How to Take Notes That You Will Actually Read
So here you are, a fully-grown adult and you still have to take notes during your classes…really? Well, yes. Notes are not only taken in class but also at work when taking instructions, hence, they are more crucial than we actually realize and give them credit for. Notes can be captured in various ways, the most popular and, perhaps more traditional means being writing them out by hand. For now, though, let’s stick to the classroom setup and see exactly what it has in store for us.
Get good-quality stationery
Ensure that you get yourself tools that are fit for the purpose for which they will be used. Good-quality pens and notebooks are easily accessible and available not only from stationery shops but at local supermarkets and small-scale vendors. There really is no excuse for you to use a pen that smudges or paper that is either too thin or will not represent your notes and diagrams accurately. I highly recommend notebooks whose spines are sewn and glued compared to the spiral ones…but hey, the preference is yours, as long as the paper quality allows you to highlight, use a pencil, and colored pens, then you’re all good. You also don’t want a felt-tip pen that will leave mirrored traces on the back of the page or else whatever you write here will be pretty illegible. So think like a high scholar…simple yet functional stationery.
Clearly demarcate your notebook
This applies especially when using a large 3–4 quire notebook; it’s important to clearly mark each section you will have divided to accommodate a module. You can even use colored sticky notes or stickers and assign a different color to each module so that you save time instead of fumbling through the notebook to access notes for a particular module.
Underline your headings and subheadings
Headings and subheadings help one demarcate the different topics and sections within a topic. I prefer to write main headings in capital letters and underlining them so that I could easily locate a new topic even in the midst of a long topic. Subheadings are better written out with each relevant first letter capitalized or in sentence case and underlined. This helps you distinguish the different notes. Ensure to omit a line after each heading and between a section of notes and the beginning of a new subtopic to keep your notes neat and simple to locate.

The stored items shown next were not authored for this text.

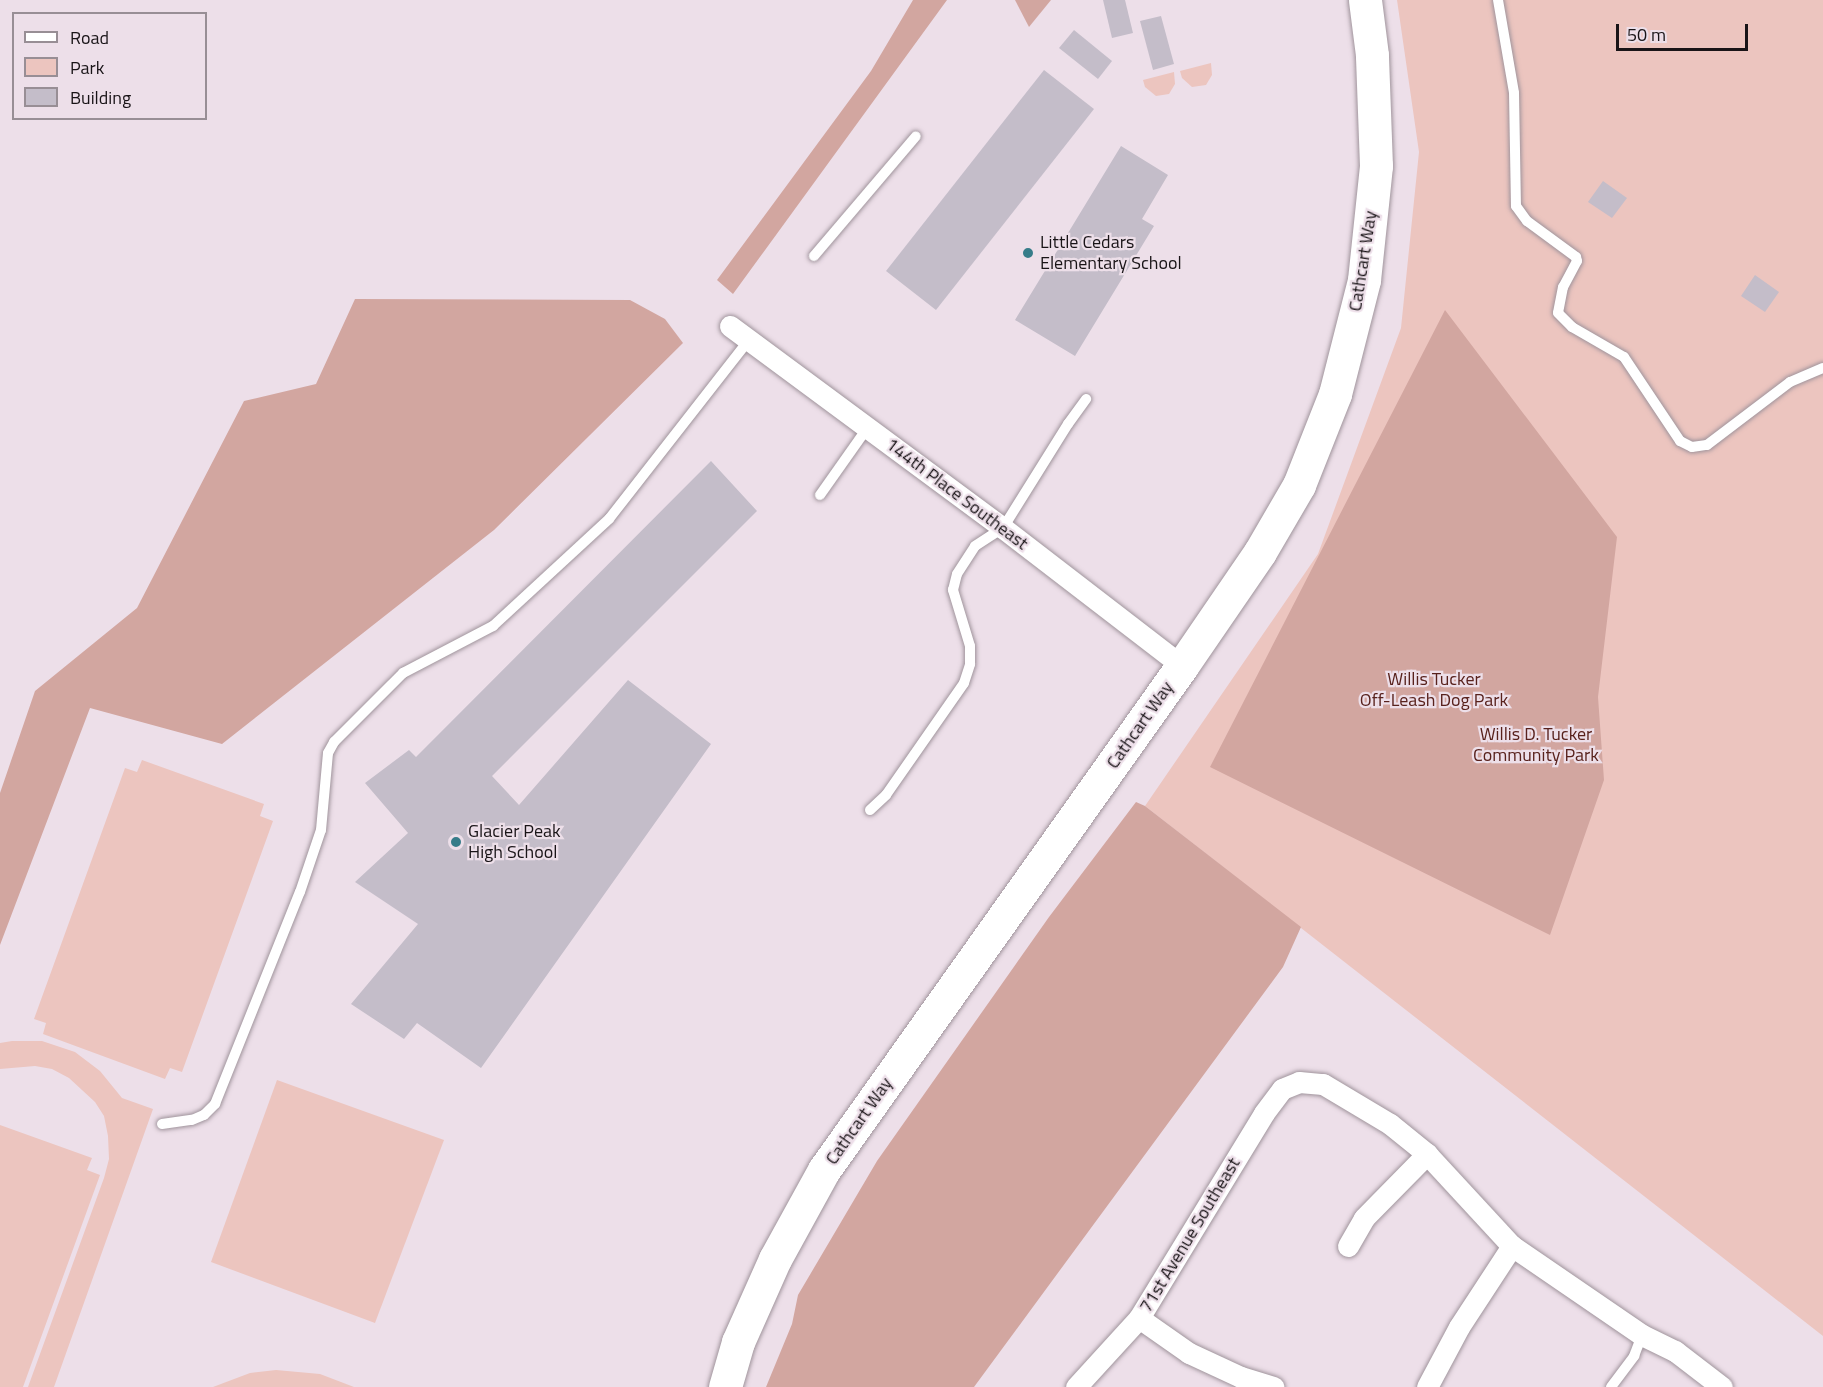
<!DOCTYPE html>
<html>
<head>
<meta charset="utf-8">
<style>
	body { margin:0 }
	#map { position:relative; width:1823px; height:1387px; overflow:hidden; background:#eddfe9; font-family:"Titillium Web",sans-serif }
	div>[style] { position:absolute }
	.green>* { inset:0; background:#ecc5bf }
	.forest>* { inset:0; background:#d2a6a0 }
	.building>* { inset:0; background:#c4bdc9 }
	.roads { filter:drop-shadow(0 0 2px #a0949c) drop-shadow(0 0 2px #a0949c) }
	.lane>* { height:10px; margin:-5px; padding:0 5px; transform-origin:5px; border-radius:5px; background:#fff }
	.street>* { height:21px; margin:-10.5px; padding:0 10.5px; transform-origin:10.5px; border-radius:10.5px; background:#fff }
	.primary>* { height:33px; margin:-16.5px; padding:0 16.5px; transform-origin:16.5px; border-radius:16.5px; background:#fff }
	.dots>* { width:16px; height:16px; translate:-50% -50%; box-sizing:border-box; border:3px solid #eddfe9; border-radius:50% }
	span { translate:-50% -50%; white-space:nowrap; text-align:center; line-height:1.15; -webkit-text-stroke:4.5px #eddfe9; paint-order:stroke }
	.poi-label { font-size:18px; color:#191417 }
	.left { translate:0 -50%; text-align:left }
	.street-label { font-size:18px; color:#191417 }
	.park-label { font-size:18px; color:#58211c }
	.legend { position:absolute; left:12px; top:12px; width:195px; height:108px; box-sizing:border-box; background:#eddfe9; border:2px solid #988e95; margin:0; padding:8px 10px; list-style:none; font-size:18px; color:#191417 }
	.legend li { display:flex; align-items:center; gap:12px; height:30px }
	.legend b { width:30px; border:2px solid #988e95 }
	.scale { position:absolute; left:1616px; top:24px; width:132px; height:27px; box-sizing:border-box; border:3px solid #191417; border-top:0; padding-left:8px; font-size:18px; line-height:21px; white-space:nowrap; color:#191417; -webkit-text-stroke:4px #eddfe9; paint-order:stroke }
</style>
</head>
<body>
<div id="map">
	<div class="green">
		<i style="clip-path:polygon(1397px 0,1823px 0,1823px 1336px,1145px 806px,1318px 554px,1401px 328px,1419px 152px)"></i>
		<i style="clip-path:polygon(1211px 63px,1212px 75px,1206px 85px,1192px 87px,1182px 78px,1180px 71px)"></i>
		<i style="clip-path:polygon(1174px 72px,1175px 84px,1169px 94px,1156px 96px,1145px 87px,1143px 80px)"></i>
		<i style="clip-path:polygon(142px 760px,264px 804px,260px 816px,273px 821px,182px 1072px,170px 1068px,165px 1079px,43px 1034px,46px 1023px,34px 1019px,125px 768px,137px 772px)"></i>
		<i style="clip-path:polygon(12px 1041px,42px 1041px,75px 1052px,100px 1071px,122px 1098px,153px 1109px,54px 1387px,28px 1387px,104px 1178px,109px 1159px,108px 1136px,104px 1116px,95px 1102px,69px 1078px,52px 1069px,35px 1066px,0 1069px,0 1043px)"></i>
		<i style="clip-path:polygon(277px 1080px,444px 1140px,375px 1323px,211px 1262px)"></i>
		<i style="clip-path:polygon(0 1125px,92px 1158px,87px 1170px,100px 1175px,23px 1387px,0 1387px)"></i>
		<i style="clip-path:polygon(276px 1370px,320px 1374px,354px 1387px,213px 1387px,250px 1373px)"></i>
	</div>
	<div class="forest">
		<i style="clip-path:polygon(913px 0,947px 0,733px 294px,717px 280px,871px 71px)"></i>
		<i style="clip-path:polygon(1015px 0,1051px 0,1029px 27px)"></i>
		<i style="clip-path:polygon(355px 299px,630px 300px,665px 319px,683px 343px,494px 530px,222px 744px,90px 708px,0 945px,0 793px,35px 691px,137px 608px,244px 401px,316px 384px)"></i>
		<i style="clip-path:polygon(1445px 310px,1617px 537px,1598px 697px,1604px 780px,1550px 935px,1210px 767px)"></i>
		<i style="clip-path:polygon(1136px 802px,1145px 806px,1301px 927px,1283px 967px,974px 1387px,766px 1387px,792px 1324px,798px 1295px,877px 1161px,1049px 917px)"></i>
	</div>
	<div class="building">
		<i style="clip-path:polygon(1103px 0,1125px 0,1133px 33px,1112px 38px)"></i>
		<i style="clip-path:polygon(1161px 16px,1174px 64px,1153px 70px,1140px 21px)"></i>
		<i style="clip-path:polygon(1074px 30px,1112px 61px,1098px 79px,1059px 48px)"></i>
		<i style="clip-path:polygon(1044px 70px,1094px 109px,936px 310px,886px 271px)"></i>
		<i style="clip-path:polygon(1121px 146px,1168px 175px,1142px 219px,1154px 226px,1075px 356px,1015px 320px)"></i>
		<i style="clip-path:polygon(1603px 181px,1627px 198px,1612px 218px,1588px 202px)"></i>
		<i style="clip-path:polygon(1755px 275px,1779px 292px,1765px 312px,1741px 296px)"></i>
		<i style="clip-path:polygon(711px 461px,757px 511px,492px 776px,519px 805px,628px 680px,711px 744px,481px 1068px,417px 1023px,404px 1039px,351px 1004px,418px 924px,355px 882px,408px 833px,365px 783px,409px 750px,416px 757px)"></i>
	</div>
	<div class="roads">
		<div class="lane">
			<i style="left:1498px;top:0;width:94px;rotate:80.2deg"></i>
			<i style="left:1514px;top:93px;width:113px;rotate:89deg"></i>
			<i style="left:1516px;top:206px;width:19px;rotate:54deg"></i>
			<i style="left:1527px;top:221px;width:61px;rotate:36.3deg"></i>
			<i style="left:1576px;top:257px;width:4px;rotate:76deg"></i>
			<i style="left:1577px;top:261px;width:30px;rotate:118deg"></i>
			<i style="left:1563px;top:287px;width:26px;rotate:101deg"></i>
			<i style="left:1558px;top:313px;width:20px;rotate:45deg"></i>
			<i style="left:1572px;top:327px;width:60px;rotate:30deg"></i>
			<i style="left:1624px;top:357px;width:101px;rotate:56.3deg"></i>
			<i style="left:1680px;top:441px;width:13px;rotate:27deg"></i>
			<i style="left:1692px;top:447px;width:15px;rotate:-8deg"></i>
			<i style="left:1707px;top:445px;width:104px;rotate:-37.2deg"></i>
			<i style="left:1790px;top:382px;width:36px;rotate:-23deg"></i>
			<i style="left:814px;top:256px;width:157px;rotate:-49.6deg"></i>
			<i style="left:820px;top:495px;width:83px;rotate:-54.8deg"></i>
			<i style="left:870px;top:810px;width:22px;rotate:-43deg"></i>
			<i style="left:886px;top:795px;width:136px;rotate:-55.1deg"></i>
			<i style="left:964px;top:683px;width:20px;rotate:-72deg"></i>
			<i style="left:970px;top:664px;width:18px;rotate:-90deg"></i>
			<i style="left:970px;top:646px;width:59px;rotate:-106.9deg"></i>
			<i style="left:953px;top:590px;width:16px;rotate:-76deg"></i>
			<i style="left:957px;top:574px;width:33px;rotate:-57deg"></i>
			<i style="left:975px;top:546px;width:33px;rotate:-33deg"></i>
			<i style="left:1003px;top:528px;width:123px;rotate:-58deg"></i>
			<i style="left:1068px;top:424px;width:31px;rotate:-54deg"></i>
			<i style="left:162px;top:1124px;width:30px;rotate:-8deg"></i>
			<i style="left:192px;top:1120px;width:13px;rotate:-23deg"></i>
			<i style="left:204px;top:1115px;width:16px;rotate:-45deg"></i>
			<i style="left:215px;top:1104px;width:228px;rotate:-68.2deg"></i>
			<i style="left:300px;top:892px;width:65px;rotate:-71.3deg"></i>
			<i style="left:321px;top:830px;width:77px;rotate:-84.8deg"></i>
			<i style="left:328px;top:753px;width:13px;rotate:-61deg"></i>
			<i style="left:334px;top:742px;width:98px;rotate:-45deg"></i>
			<i style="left:403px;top:673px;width:102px;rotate:-27.6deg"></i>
			<i style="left:493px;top:626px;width:158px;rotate:-42.7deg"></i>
			<i style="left:609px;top:519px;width:227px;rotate:-52deg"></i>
			<i style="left:1611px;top:1387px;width:39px;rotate:-53deg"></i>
			<i style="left:1634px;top:1356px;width:22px;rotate:-69deg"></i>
		</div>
		<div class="street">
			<i style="left:730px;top:326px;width:340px;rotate:36.5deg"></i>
			<i style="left:1003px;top:528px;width:226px;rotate:37.6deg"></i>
			<i style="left:1348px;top:1246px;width:32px;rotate:-60deg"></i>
			<i style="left:1364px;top:1218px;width:90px;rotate:-45.5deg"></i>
			<i style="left:1139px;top:1318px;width:61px;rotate:35deg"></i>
			<i style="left:1189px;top:1353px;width:57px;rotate:24.8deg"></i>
			<i style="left:1241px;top:1377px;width:34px;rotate:17deg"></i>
			<i style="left:1076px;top:1387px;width:93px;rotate:-47.6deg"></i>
			<i style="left:1139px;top:1318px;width:240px;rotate:-58.6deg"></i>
			<i style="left:1264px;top:1113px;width:30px;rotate:-53deg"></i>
			<i style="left:1282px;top:1089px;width:18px;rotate:-22deg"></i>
			<i style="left:1299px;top:1082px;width:24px;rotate:5deg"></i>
			<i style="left:1323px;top:1084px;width:78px;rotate:30.8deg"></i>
			<i style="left:1390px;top:1124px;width:48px;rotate:39deg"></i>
			<i style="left:1427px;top:1154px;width:125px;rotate:47.3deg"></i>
			<i style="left:1512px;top:1246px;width:158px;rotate:34.4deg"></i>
			<i style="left:1642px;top:1335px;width:37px;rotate:26deg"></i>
			<i style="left:1675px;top:1351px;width:59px;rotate:37.5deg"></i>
			<i style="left:1427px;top:1387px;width:68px;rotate:-61.9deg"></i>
			<i style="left:1459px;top:1327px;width:97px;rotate:-56.8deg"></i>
		</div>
		<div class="primary">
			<i style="left:725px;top:1387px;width:47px;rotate:-73.9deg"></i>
			<i style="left:738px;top:1342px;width:91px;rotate:-66deg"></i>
			<i style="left:775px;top:1259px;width:102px;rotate:-61.2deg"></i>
			<i style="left:824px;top:1170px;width:618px;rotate:-54.61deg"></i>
			<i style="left:1182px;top:666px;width:138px;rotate:-55.6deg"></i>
			<i style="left:1260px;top:552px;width:78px;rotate:-59.8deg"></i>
			<i style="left:1299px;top:485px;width:98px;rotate:-68.4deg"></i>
			<i style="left:1335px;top:394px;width:118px;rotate:-75.7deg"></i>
			<i style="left:1364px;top:280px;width:115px;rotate:-84deg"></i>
			<i style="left:1376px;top:166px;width:111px;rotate:-92.1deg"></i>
			<i style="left:1372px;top:55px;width:55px;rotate:-97.3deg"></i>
		</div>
	</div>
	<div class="dots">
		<i style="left:1028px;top:253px;background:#367c89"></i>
		<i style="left:456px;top:842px;background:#367c89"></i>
	</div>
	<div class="poi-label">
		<span class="left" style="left:1040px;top:253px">Little Cedars<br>Elementary School</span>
		<span class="left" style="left:468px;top:842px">Glacier Peak<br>High School</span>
	</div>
	<div class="street-label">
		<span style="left:1363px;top:261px;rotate:-81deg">Cathcart Way</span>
		<span style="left:957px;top:494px;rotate:37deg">144th Place Southeast</span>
		<span style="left:1140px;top:725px;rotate:-55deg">Cathcart Way</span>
		<span style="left:859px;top:1121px;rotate:-55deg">Cathcart Way</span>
		<span style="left:1190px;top:1235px;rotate:-59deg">71st Avenue Southeast</span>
	</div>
	<div class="park-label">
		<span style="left:1434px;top:690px">Willis Tucker<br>Off-Leash Dog Park</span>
		<span style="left:1536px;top:745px">Willis D. Tucker<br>Community Park</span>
	</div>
	<ul class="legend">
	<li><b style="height:8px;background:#fff"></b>Road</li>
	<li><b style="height:16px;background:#ecc5bf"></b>Park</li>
	<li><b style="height:16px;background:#c4bdc9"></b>Building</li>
	</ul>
	<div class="scale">50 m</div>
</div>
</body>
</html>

Use different color pens/ highlighters
This is varsity and believe me, no one will come around to check your notebook and what color pen you have used — you do what works best for you. So why not embrace different color pens or highlighters to bring life to your notes? My preference lay in using different color pens and keeping the colors between 3–4…nothing fancy because I used black ink for the headings, subheadings, and regular points, blue ink for definitions, and a green pen for examples, questions, and N.B.s (nota bene). You can still go on to use more colors for the latter elements or more popping colors, as long as these make your notes attractive, interesting, and easy to read. I used a pencil to draw my diagrams then labeled them in blue ink. A combination of highlighters and color pens is also perfectly fine.
Points, not paragraphs
Unless it’s a highly punctuated definition and has a full stop somewhere along the line, why write in paragraphs? They are notes, not an essay, hence, notes are taken in point form as they are a summary of what is being said and are originally designed to be concise. This way, you are better able to locate crucial points as they are clearly defined and easily readable. There is absolutely no need for you to write every single word the lecturer says — just important, noteworthy points. Notes written in point form are really a summary of what has been noted down in text as well as verbally as your lecturer speaks. These little summaries are useful as you will have structured them in your own words that you better understand — and you can use different bullet styles for them too. Also, make sure to space your notes out neatly in between each topic and subtopic.
Abbreviations, symbols, and shorthand
Honestly, I am not a big fan of abbreviating and especially using shorthand, however, these are your personal notes, and keeping things short will come in handy. Just make sure you do not shorten and abbreviate everything to the extent that your own notes become an incomprehensible liability and you fail to understand them as you study. You can devise your own symbols as long as you are confident and can read them, e.g. =for equals, (+)ally for additionally, (-)ss for less, an upward-facing arrow for upwards, etc.
Whatever system you develop, adopt and embrace, be consistent with it across all your modules. This will help you locate specific notes and points with ease as well as remember where you last left off regardless of which module you are switching to study. Listen attentively and take notes consistently throughout the lecture so that you have well-balanced information at the end of the session. From time to time, you may improve your system, but make sure you stick with it and this will make stationery purchases easier as you know the exact tools you need for your work, regardless of the note-taking style you use. You will realize that studying becomes automatic, simple, and enjoyable.
You will realize that I do not go into detail about the note-taking styles that are well-known because we all write things out uniquely and I have never used a prescribed note-writing style before. The recommendations below are based on my own experience and what worked for me. I hope the simple points prove to be useful to you on your learning and note-taking journey.